Flood damage hampering Pakistan relief efforts: UN
The United Nations said Monday that key bridges and roads have been destroyed or washed away in Pakistan's flood-hit zones, where some 27,000 people are still waiting to be evacuated.
"Rescue remains a key priority in Khyber Pakhtunkhwa for 27,000 people who are still waiting to be evacuated from flooded areas," said the UN Office for the Coordination of Humanitarian Affairs.
However, relief workers were having difficulties reaching the affected areas.
A team of five UN officials who travelled to assess the situation in the northwestern province of Khyber Pakhtunkhwa on Sunday concluded that the "main issue is accessibility to the area due to destruction of roads and bridges."
The group led by the UN's Humanitarian Coordinator Martin Magwanja had to fly in through helicopter to Nowshera and Charsadda as there was "no road accessibility to the districts."
They also had to drop a planned visit to Swat and Shangla districts as weather conditions there were too adverse.

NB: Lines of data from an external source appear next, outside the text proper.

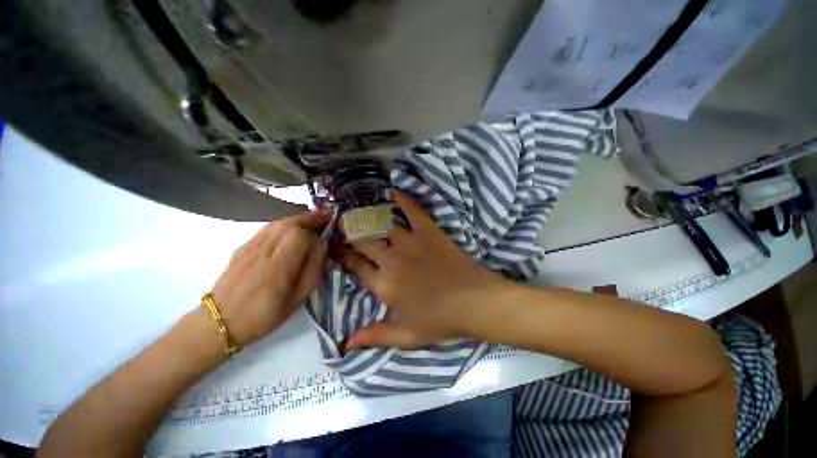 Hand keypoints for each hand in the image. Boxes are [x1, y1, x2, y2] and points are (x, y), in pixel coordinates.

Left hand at [210, 211, 330, 346]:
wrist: (220, 321)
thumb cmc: (265, 315)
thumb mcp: (297, 299)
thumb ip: (312, 270)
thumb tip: (322, 246)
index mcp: (278, 268)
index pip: (299, 235)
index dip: (316, 230)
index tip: (328, 231)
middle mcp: (263, 252)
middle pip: (288, 224)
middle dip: (309, 218)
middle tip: (325, 218)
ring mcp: (250, 247)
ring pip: (277, 223)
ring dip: (297, 219)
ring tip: (312, 221)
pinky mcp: (242, 247)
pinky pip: (266, 229)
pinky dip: (283, 224)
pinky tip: (290, 229)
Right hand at [339, 191, 508, 349]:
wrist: (474, 303)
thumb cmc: (440, 321)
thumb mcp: (406, 336)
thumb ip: (374, 337)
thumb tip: (344, 346)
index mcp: (383, 284)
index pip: (354, 266)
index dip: (342, 255)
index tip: (334, 247)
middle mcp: (391, 259)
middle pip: (363, 241)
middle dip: (348, 232)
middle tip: (341, 224)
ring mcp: (410, 242)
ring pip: (381, 224)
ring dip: (367, 216)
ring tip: (358, 211)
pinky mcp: (428, 232)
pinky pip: (413, 211)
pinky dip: (403, 200)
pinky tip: (392, 191) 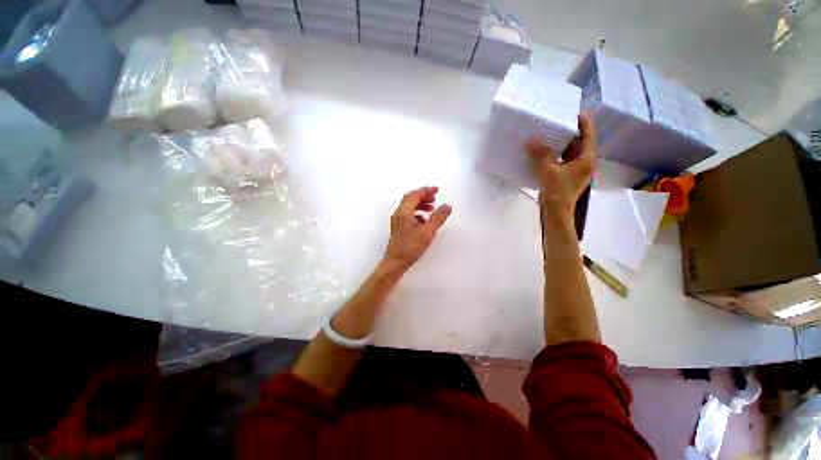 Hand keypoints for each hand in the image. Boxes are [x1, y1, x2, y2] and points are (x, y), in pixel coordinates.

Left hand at [384, 186, 451, 270]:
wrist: (396, 262)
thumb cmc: (410, 248)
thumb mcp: (427, 232)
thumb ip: (438, 218)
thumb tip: (447, 206)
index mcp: (403, 212)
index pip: (414, 195)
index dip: (425, 190)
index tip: (436, 190)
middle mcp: (399, 214)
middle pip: (410, 199)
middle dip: (423, 196)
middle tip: (434, 197)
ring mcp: (398, 221)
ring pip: (409, 206)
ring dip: (420, 204)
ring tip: (432, 207)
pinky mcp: (399, 227)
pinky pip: (408, 214)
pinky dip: (418, 213)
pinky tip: (425, 220)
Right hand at [526, 113, 595, 222]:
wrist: (556, 211)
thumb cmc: (557, 191)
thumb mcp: (548, 171)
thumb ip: (540, 155)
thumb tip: (531, 140)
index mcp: (586, 159)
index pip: (588, 136)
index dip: (584, 123)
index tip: (576, 112)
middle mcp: (583, 163)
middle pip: (579, 143)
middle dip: (569, 133)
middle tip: (557, 122)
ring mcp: (574, 170)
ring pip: (569, 152)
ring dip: (560, 144)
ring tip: (549, 134)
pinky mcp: (565, 176)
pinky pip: (562, 160)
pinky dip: (554, 155)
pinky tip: (544, 151) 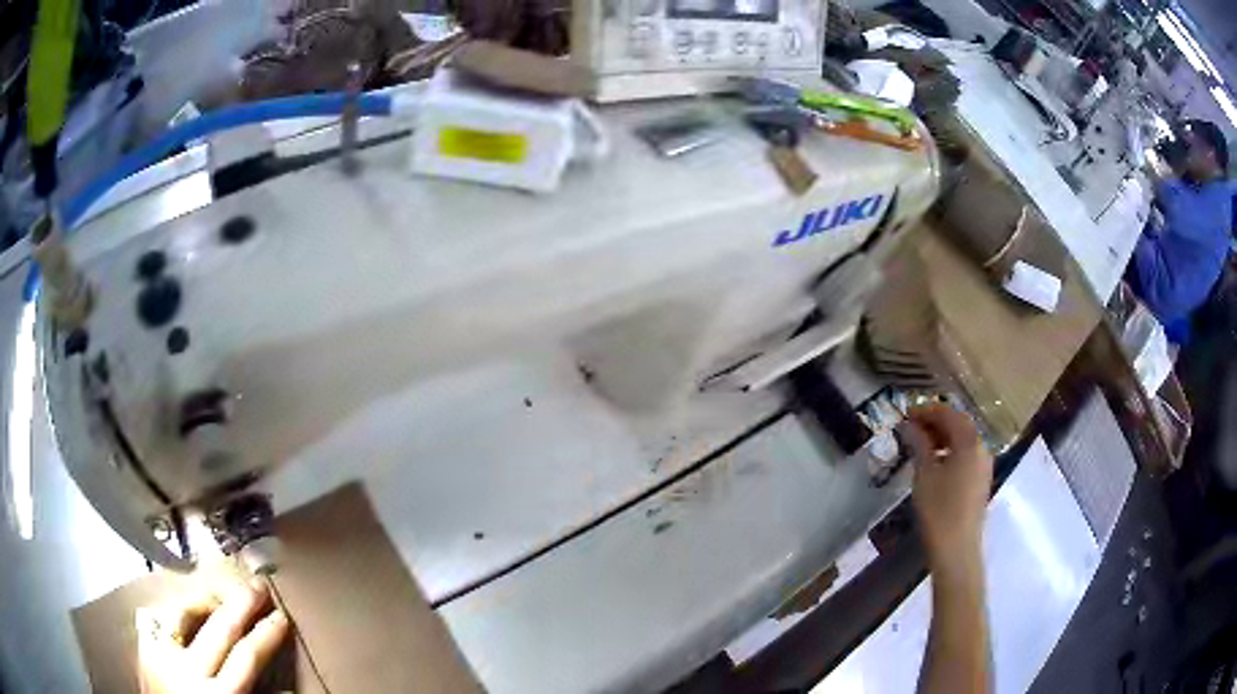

In Charsadda, where roads were closed over the weekend, the UN team found that the eight health facilities onsite have all been damaged.
It was therefore seeking tents to house these facilities, which urgently needed medicines as stocks have been destroyed by the floods.
Diarrhoea treatment kits were among items required as cases rise due to the contaminated water.
Needs were similiar in Nowshera where hospitals have been destroyed.
Access to the district's Jalozai camp with a population of over 100,000 displaced people was also cut off for three days after a main bridge linking the camp was destroyed.
"Other badly hit areas, including Lower and Upper Dir, remain largely inaccessible to humanitarian actors," said OCHA in its situation update.
OCHA assessed that an estimated 150,000 families across the province needed emergency assistance, such as food, clean water, tents and medical services.
It also warned that weather services have forecasted fresh rains which are due to affect the Sindh and Punjab districts.
An estimated 1.5 million people have been affected by Pakistan's worst floods in 80 years brought on by monsoon rains, which killed more than 1,200 people across the northwest.